Sotheby's. Important Chinese Art, Hong Kong, 9 October 2023
An extremely rare blue and white 'fish' dish, Mark and period of Chenghua
Lot 3604. An extremely rare blue and white 'fish' dish, Mark and period of Chenghua (1465-1487); 15.1 cm. Lot Sold 6,350,000 HKD (Estimate 5,000,000 - 7,000,000 HKD). © Sotheby's 2023
Provenance: Sotheby's Hong Kong, 1st May 2001, lot 514.
Note: The present piece is an extremely rare example of early Chenghua imperial blue-and-white porcelain, featuring the transition from the style inherited from the Xuande period (r. 1425-35) to the more refined and delicate aesthetic commonly known as the matured Chenghua style. Like many other Changhua imperial porcelain of the early period, the design of this dish was inspired by Xuande prototypes; see, for example, a Xuande dish of larger size with a similar fish design and a wave border around the rim in the Taipei Palace Museum, illustrated in Mingdai Xuande guanyao jinghua tezhan tulu [Special Exhibition of Selected Hsuan-te Imperial Porcelains of the Ming Dynasty], Taipei, 1998, cat.no. 180.
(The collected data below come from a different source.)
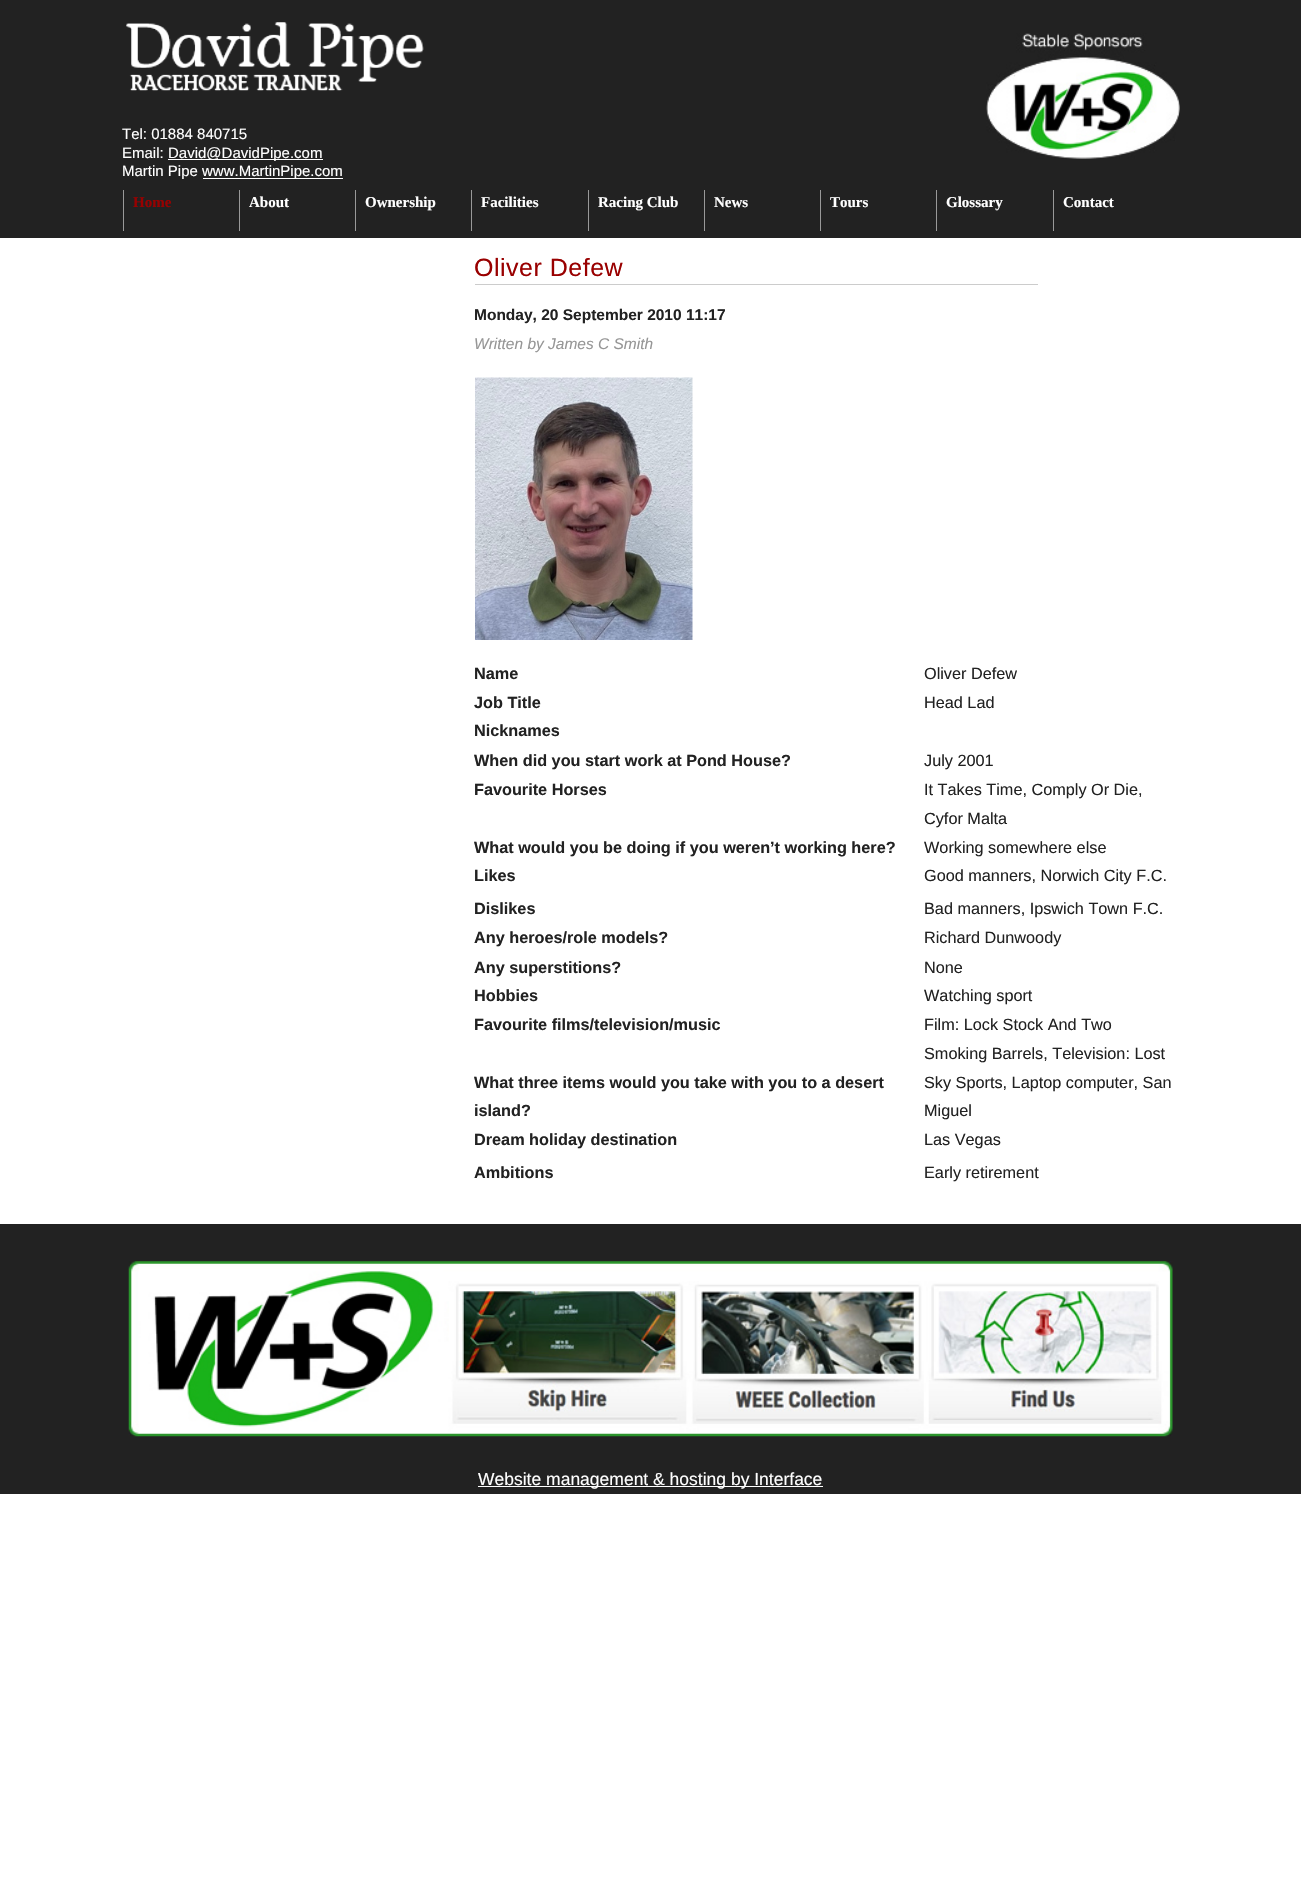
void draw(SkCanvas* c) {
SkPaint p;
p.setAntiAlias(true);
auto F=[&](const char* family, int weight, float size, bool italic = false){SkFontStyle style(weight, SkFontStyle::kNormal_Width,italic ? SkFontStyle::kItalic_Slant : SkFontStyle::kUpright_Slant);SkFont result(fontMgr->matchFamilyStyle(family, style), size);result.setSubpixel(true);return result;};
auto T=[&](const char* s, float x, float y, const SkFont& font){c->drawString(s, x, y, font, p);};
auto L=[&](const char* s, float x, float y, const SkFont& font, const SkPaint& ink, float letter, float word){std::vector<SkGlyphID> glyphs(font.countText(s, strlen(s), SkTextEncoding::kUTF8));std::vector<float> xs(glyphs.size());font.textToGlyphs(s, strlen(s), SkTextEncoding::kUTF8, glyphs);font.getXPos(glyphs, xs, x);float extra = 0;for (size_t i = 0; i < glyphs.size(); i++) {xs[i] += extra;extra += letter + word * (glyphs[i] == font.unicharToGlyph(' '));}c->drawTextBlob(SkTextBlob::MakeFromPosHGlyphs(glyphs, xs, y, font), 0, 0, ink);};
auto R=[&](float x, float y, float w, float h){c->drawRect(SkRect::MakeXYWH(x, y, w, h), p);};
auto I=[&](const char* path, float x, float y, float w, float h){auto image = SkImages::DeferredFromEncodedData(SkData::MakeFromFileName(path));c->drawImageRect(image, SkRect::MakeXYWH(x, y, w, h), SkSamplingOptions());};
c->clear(0xffffffff);
p.setColor(0xff222222);
R(0,0,1301,238);
I("1.png",126,22,298,69);
I("2.png",126,22,297,69);
auto f1 = F("Liberation Sans",400,15);
p.setColor(0xffffffff);
T("Tel: 01884 840715",122,139,f1);
T("Email:",122,158,f1);
R(168,159,155,1);
T("David@DavidPipe.com",168,158,f1);
T("Martin Pipe",122,176,f1);
R(203,178,140,1);
T("www.MartinPipe.com",202,176,f1);
I("3.png",986,33,194,126);
p.setColor(0xff999999);
R(123,190,1,41);
auto f2 = F("Liberation Serif",700,15);
p.setColor(0xff990000);
T("Home",133,207,f2);
p.setColor(0xff999999);
R(239,190,1,41);
p.setColor(0xffffffff);
T("About",249,207,f2);
p.setColor(0xff999999);
R(355,190,1,41);
p.setColor(0xffffffff);
T("Ownership",365,207,f2);
p.setColor(0xff999999);
R(471,190,1,41);
p.setColor(0xffffffff);
T("Facilities",481,207,f2);
p.setColor(0xff999999);
R(588,190,1,41);
p.setColor(0xffffffff);
T("Racing Club",598,207,f2);
p.setColor(0xff999999);
R(704,190,1,41);
p.setColor(0xffffffff);
T("News",714,207,f2);
p.setColor(0xff999999);
R(820,190,1,41);
p.setColor(0xffffffff);
T("Tours",830,207,f2);
p.setColor(0xff999999);
R(936,190,1,41);
p.setColor(0xffffffff);
T("Glossary",946,207,f2);
p.setColor(0xff999999);
R(1053,190,1,41);
p.setColor(0xffffffff);
T("Contact",1063,207,f2);
p.setColor(0xffcccccc);
R(475,284,563,1);
auto f3 = F("Liberation Sans",400,25);
p.setColor(0xff990000);
L("Oliver Defew",474,276,f3,p,.5,0);
auto f4 = F("Liberation Sans",700,15.5);
p.setColor(0xff222222);
T("Monday, 20 September 2010 11:17",474,320,f4);
auto f5 = F("Liberation Sans",400,15.5,true);
p.setColor(0xff969696);
T("Written by James C Smith",474,349,f5);
I("4.png",475,377,218,263);
auto f6 = F("Liberation Sans",700,16.25);
p.setColor(0xff222222);
T("Name",474,679,f6);
auto f7 = F("Liberation Sans",400,16.25);
T("Oliver Defew",924,679,f7);
T("Job Title",474,708,f6);
T("Head Lad",924,708,f7);
T("Nicknames",474,736,f6);
T("When did you start work at Pond House?",474,766,f6);
T("July 2001",924,766,f7);
T("Favourite Horses",474,795,f6);
T("It Takes Time, Comply Or Die,",924,795,f7);
T("Cyfor Malta",924,824,f7);
T("What would you be doing if you weren’t working here?",474,853,f6);
T("Working somewhere else",924,853,f7);
T("Likes",474,881,f6);
T("Good manners, Norwich City F.C.",924,881,f7);
T("Dislikes",474,914,f6);
T("Bad manners, Ipswich Town F.C.",924,914,f7);
T("Any heroes/role models?",474,943,f6);
T("Richard Dunwoody",924,943,f7);
T("Any superstitions?",474,973,f6);
T("None",924,973,f7);
T("Hobbies",474,1001,f6);
T("Watching sport",924,1001,f7);
T("Favourite films/television/music",474,1030,f6);
T("Film: Lock Stock And Two",924,1030,f7);
T("Smoking Barrels, Television: Lost",924,1059,f7);
T("What three items would you take with you to a desert",474,1088,f6);
T("island?",474,1116,f6);
T("Sky Sports, Laptop computer, San",924,1088,f7);
T("Miguel",924,1116,f7);
T("Dream holiday destination",474,1145,f6);
T("Las Vegas",924,1145,f7);
T("Ambitions",474,1178,f6);
T("Early retirement",924,1178,f7);
R(0,1224,1301,270);
I("5.png",128,1261,1045,176);
p.setColor(0xffffffff);
R(478,1486,345,1);
auto f8 = F("Liberation Sans",400,17.5);
T("Website management & hosting by Interface",478,1485,f8);
}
In contrast to the pieces identified as mature Chenghua style, which has brighter and clearer blue, this piece shows a noticeable dark area and a slight heaping and piling effect. This is a result of using high iron cobalt imported from the Middle East, commonly used during the Yongle and Xuande period in the early 15th century, while sparingly used during the Chenghua era (r. 1464-87). A typical example of this style is found on a blue-and-white meiping vase with a Xuande mark but of the Chenghua period, from the Sir Percival David Collection in the British Museum, illustrated in Rosemary Scott and Stacey Pierson, Flawless Porcelains: Imperial Ceramics from the Reign of the Chenghua Emperor, London, 1995, pl. 15.
Chenghua example of this design is extremely rare, that no other intact piece is known today. The only comparable example is a reconstructed piece from the sherds excavated in the Ming imperial kiln site in Jingdezhen, Jiangxi province, illustrated in Mingdai Chenghua yuyao ciqi. Shang / Imperial Porcelains from the Reign of Chenghua in the Ming Dynasty, I, Beijing, 2016. pl. 34. Two examples with similar ‘fish in a lotus pond’ decoration at the exterior, but on a turquoise ground and with a clear interior, one from the Ardebil Shrine Collection, is illustrated in The Emperor’s Broken China, Reconstructing Chenghua Porcelain, Hong Kong, 1995, fig. 3, p. 114; the other one from the Shanghai Museum, is illustrated in Lu Minghua, Mingdai guanyao ciqi [Ming dynasty imperial ceramics], Shanghai, 2007, pl. 3-66, p. 142.
Dish of this design was reproduced again in the following Jiajing period (r. 1521-67), see, for example, a closely related piece bears a Jiajing mark and of the period was sold in these rooms, 14th November 1989, lot 30.